The key issues for businesses wishing to invest in the new Member States or to sell environment goods and services in them are quite clear. Knowledge and awareness of the requirements of EU legislation in terms of implementation and enforcement are still at a low level, especially as far as regional and local administrations are concerned.
EU 15 companies operating in the new Member States will have rather different relationships with the permitting authorities than they are used to – less open and probably requiring relationships with a number of organisations with little integration of permitting requirements.
Environmental management systems and other non-legislation based tools are not widely understood. There is a substantial market for environmental goods and services (as recognised by DTI, the EIC and others in the UK) which British companies should take advantage of.

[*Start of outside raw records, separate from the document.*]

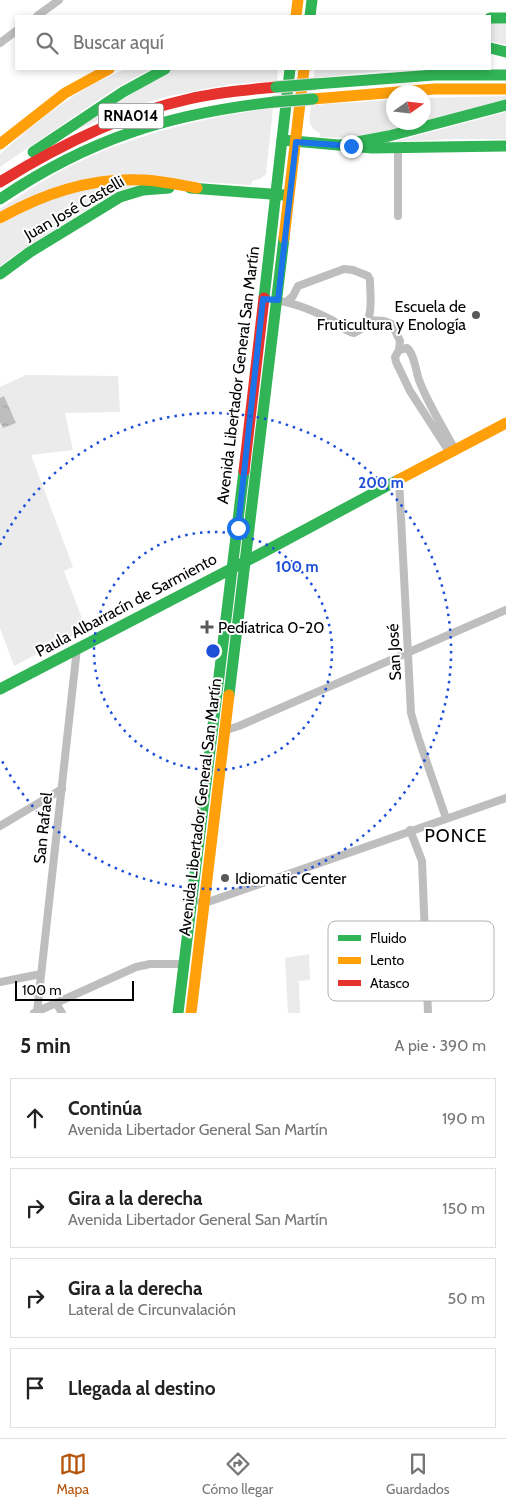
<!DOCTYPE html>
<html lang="es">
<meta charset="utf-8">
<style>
body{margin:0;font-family:Cabin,sans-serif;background:#f6f6f6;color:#222}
.compass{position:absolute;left:386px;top:85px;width:45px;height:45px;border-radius:50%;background:#fff;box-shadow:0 2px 8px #0003;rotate:76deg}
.scale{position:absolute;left:15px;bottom:12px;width:119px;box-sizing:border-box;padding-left:5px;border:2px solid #000;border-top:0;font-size:14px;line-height:18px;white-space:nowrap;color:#000;-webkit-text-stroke:4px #fff;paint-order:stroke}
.stop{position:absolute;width:15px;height:15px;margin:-11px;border:4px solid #1a73e8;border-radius:50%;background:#fff}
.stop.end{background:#1a73e8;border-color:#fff;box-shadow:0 1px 5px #0008}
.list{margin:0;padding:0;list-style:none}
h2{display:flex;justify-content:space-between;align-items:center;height:65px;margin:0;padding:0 20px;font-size:21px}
h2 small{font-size:16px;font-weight:400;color:#767676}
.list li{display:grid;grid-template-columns:32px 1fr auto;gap:15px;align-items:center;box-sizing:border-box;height:80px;margin:0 10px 10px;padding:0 10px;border:1px solid #e0e0e0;border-radius:0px}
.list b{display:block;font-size:19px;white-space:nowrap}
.list p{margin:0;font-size:16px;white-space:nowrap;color:#767676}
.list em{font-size:16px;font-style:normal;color:#767676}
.icon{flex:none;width:28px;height:28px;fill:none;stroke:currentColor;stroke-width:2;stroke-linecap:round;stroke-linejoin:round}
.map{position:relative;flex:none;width:506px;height:1013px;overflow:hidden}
.search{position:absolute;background:#fff;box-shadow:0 2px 8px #0003;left:15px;right:15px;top:15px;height:55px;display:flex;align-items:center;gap:12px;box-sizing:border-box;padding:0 18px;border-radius:0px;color:#767676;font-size:19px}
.sheet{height:425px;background:#fff}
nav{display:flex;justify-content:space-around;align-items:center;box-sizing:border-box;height:70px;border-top:1px solid #e0e0e0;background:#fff;font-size:14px;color:#767676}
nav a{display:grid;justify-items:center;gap:2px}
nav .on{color:#b45309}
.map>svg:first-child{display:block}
</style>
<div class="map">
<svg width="506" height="1013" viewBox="0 0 506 1013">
<defs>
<pattern id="water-ripples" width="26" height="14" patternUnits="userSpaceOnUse" patternTransform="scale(1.25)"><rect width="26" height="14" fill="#bebebe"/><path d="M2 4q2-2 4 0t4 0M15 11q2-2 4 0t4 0" fill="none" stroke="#a2a2a2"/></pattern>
</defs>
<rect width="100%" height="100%" fill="#fff"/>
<!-- grass -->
<g fill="#ebebeb">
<polygon points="490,23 506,24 506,45 490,41"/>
<path d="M126,69h25l-35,19 -116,79v-13c39,-34 77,-66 126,-85z"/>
<polygon points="171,69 278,69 277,81 231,84 169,96 117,112 66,135"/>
<polygon points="315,69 401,69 315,78 314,77"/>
<path d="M506,96v6c-61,16 -123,40 -186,35v-4c-13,-6 -11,-15 -9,-27l14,-2 68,-4 1,22h30v-24z"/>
<path d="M273,108l-7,66 -6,5 -8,2 -1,4 -128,-8 -123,38v-6c18,-12 36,-24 55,-35 67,-37 143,-56 218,-66z"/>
<polygon points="506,112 506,139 455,139 393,142"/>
<path d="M141,184c-28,8 -52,24 -76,39 -22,14 -44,27 -65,43v-41c22,-13 54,-29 78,-34 21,-4 42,-4 63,-7z"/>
<polygon points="26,375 118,376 120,412 65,413 73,450 31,455 73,567 64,571 86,629 14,666 0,628 0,387"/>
<polygon points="309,954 310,980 299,981 300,1013 288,1013 285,958"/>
</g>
<!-- water -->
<polygon fill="url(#water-ripples)" points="4,396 16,423 3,428 0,422 0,398"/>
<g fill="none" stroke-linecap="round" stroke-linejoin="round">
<!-- street -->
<g stroke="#bebebe" stroke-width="8">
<polyline points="37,16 59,0"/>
<polyline points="0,43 16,31"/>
<polyline points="398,147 398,216"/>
<path d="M273,300c20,2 39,10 57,19 8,4 14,12 24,14 22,-9 16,-34 16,-53l-2,-4 -15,-6 -9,-1 -46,17 -5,10 -7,6"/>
<polyline points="369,320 384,321 392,324 400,341 399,350"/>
<path d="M450,453l-40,-62 -14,-29 -1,-5 4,-7 8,-2c7,5 9,24 12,32 9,24 24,47 36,70"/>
<polyline points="399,479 411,713 418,737 446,818"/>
<polyline points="223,731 239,726 506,610"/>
<polyline points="0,826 62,789"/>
<polyline points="410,830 422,861 428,1013"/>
<polyline points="201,902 205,903 506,798"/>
<polyline points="0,982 41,974"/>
<polyline points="56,1003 62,1013"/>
<polyline points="37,1012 77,648"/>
<polyline points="34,1013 136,967 150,964 184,964"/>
</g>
<!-- fast -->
<g stroke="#30b455" stroke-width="11">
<polyline points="310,16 312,0"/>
<polyline points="490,18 506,18"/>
<polyline points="490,48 506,52"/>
<polyline points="315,84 434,75 506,75"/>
<polyline points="282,140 372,148 506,146"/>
<polyline points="341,145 389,136 506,105"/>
<polyline points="33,152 123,92 165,69"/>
<polyline points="190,188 284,195"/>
<path d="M0,199c89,-60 168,-85 274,-97"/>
<polyline points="0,274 30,252 120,197 143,190 169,188"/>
<polyline points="264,298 290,69"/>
<polyline points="0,689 258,555 398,480"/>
<polyline points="229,695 284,238"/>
<polyline points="178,1013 244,471"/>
</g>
<!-- slow -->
<g stroke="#ff9f0a" stroke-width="11">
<polyline points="296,16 298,0"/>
<polyline points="313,99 434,89 506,89"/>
<polyline points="0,144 65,93 109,69"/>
<path d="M0,218c44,-25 92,-41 144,-38 18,1 35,5 53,8"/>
<polyline points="284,238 304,69"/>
<polyline points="398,480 506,423"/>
<polyline points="191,1013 229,695"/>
</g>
<!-- jam -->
<g stroke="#e5322d" stroke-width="11">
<path d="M0,182c58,-36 121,-68 189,-83 28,-7 58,-9 87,-12"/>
<polyline points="244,471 264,298"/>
</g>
<defs>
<g id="fast-bridge">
<polyline points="276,87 315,84"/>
<polyline points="274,102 313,99"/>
</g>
</defs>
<!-- fast-bridge casing -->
<use href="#fast-bridge" stroke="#dbdbdb" stroke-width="13" stroke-linecap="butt"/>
<!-- fast-bridge -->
<use href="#fast-bridge" stroke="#30b455" stroke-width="11"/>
</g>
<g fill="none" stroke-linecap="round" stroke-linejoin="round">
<!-- route -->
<polyline stroke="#1a73e8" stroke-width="6" points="238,528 263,299 278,300 296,142 351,146"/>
</g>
<!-- distance rings -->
<g fill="none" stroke="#1d4ed8" stroke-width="2.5" stroke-dasharray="2.5 5">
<circle cx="213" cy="651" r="119"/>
<path d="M0 545A238 238 0 1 1 0 757"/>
</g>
<!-- markers -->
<g fill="#595959" stroke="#fff" stroke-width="2">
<circle cx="476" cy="315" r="5"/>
<path d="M204.5 619.5h5v5h5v5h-5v5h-5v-5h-5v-5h5z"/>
<circle cx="225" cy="878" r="5"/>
</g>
<g text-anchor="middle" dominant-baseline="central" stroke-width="4" stroke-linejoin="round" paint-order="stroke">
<!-- shield labels -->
<rect fill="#fff" stroke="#4c4c4c" stroke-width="1" x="98.5" y="103.5" width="65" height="25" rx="4"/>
<g font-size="15" font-weight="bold" fill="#000">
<text x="131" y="116">RNA014</text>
</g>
<!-- street labels -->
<g font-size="16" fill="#000" stroke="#fff">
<text transform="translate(74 208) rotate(-30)">Juan José Castelli</text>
<text transform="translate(238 375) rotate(-83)">Avenida Libertador General San Martín</text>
<text transform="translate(126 605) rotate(-28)">Paula Albarracín de Sarmiento</text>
<text transform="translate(394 652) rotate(-93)">San José</text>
<text transform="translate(200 807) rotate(-83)">Avenida Libertador General San Martín</text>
<text transform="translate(43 828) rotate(-84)">San Rafael</text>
</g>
<!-- poi labels -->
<g font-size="16" fill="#000" stroke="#fff" text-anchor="start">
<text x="466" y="306" text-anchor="end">Escuela de<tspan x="466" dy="18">Fruticultura y Enología</tspan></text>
<text x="218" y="627">Pedíatrica 0-20</text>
<text x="235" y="878">Idiomatic Center</text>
</g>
<!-- neighbourhood labels -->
<g font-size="18" letter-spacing="1" fill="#000" stroke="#fff">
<text x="456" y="836">PONCE</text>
</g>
</g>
<!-- legend -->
<rect x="328" y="921" width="166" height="80" rx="8" fill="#fff" stroke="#b2b2b2" stroke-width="1"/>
<rect x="338" y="935" width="23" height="6" fill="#30b455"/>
<rect x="338" y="957" width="23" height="7" fill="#ff9f0a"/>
<rect x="338" y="980" width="23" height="6" fill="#e5322d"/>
<g font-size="14" fill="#000">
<text x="370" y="943">Fluido</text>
<text x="370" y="965">Lento</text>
<text x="370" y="988">Atasco</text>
</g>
<circle cx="213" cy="651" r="8" fill="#1d4ed8" stroke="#fff" stroke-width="2.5"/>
<g font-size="15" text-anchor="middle" font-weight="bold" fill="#1d4ed8" stroke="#fff" stroke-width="4" stroke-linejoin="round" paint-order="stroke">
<text x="381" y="488">200 m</text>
<text x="297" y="572">100 m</text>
</g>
</svg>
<svg class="compass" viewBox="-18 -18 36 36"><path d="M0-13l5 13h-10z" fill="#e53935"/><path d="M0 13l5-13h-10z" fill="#767676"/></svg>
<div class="scale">100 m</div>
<div class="stop" style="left:238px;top:528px"></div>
<div class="stop end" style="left:351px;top:146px"></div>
<div class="search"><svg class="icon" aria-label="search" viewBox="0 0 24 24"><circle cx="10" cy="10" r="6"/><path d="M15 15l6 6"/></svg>Buscar aquí</div>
</div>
<section class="sheet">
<h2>5 min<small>A pie · 390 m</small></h2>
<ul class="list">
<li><svg class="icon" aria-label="ahead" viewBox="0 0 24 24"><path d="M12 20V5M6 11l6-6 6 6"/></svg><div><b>Continúa</b><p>Avenida Libertador General San Martín</p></div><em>190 m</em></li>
<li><svg class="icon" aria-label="right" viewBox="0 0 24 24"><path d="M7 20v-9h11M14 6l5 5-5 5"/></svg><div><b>Gira a la derecha</b><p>Avenida Libertador General San Martín</p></div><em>150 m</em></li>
<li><svg class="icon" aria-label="right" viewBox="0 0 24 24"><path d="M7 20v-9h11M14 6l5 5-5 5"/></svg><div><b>Gira a la derecha</b><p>Lateral de Circunvalación</p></div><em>50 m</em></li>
<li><svg class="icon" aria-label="arrive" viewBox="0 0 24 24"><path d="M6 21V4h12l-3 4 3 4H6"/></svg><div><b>Llegada al destino</b></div></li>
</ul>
</section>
<nav>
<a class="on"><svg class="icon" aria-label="map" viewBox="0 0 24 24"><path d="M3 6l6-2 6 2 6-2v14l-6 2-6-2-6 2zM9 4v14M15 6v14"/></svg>Mapa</a>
<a><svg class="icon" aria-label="directions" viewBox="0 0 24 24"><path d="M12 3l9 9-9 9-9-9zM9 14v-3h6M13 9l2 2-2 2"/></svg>Cómo llegar</a>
<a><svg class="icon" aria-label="saved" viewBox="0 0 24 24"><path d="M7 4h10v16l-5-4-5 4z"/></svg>Guardados</a>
</nav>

Concerns have been raised about the creation of a “two speed” Europe in terms of environmental regulation and the effects this could have on businesses in the EU-15 and on the future development and implementation of EU
environmental and sustainable development policies.
The Commission is adamant that the new Member States will not be able to dump products produced under lower environmental standards. Existing Member States will be watching very carefully to see that this does not occur.
NGOs such as the European Environmental Bureau (EEB) have voiced concerns that the enlargement of the European Union will lead to a slowing down of EU environmental and sustainable development policies. The jury is still out on whether this will be the case. Even in the EU-15 the speed of adoption of environmental regulations varies enormously between Member States and the level of infringement proceedings for non-implementation of environmental legislation is very high. It is difficult to see that the EU 25 will be any less prone to such problems.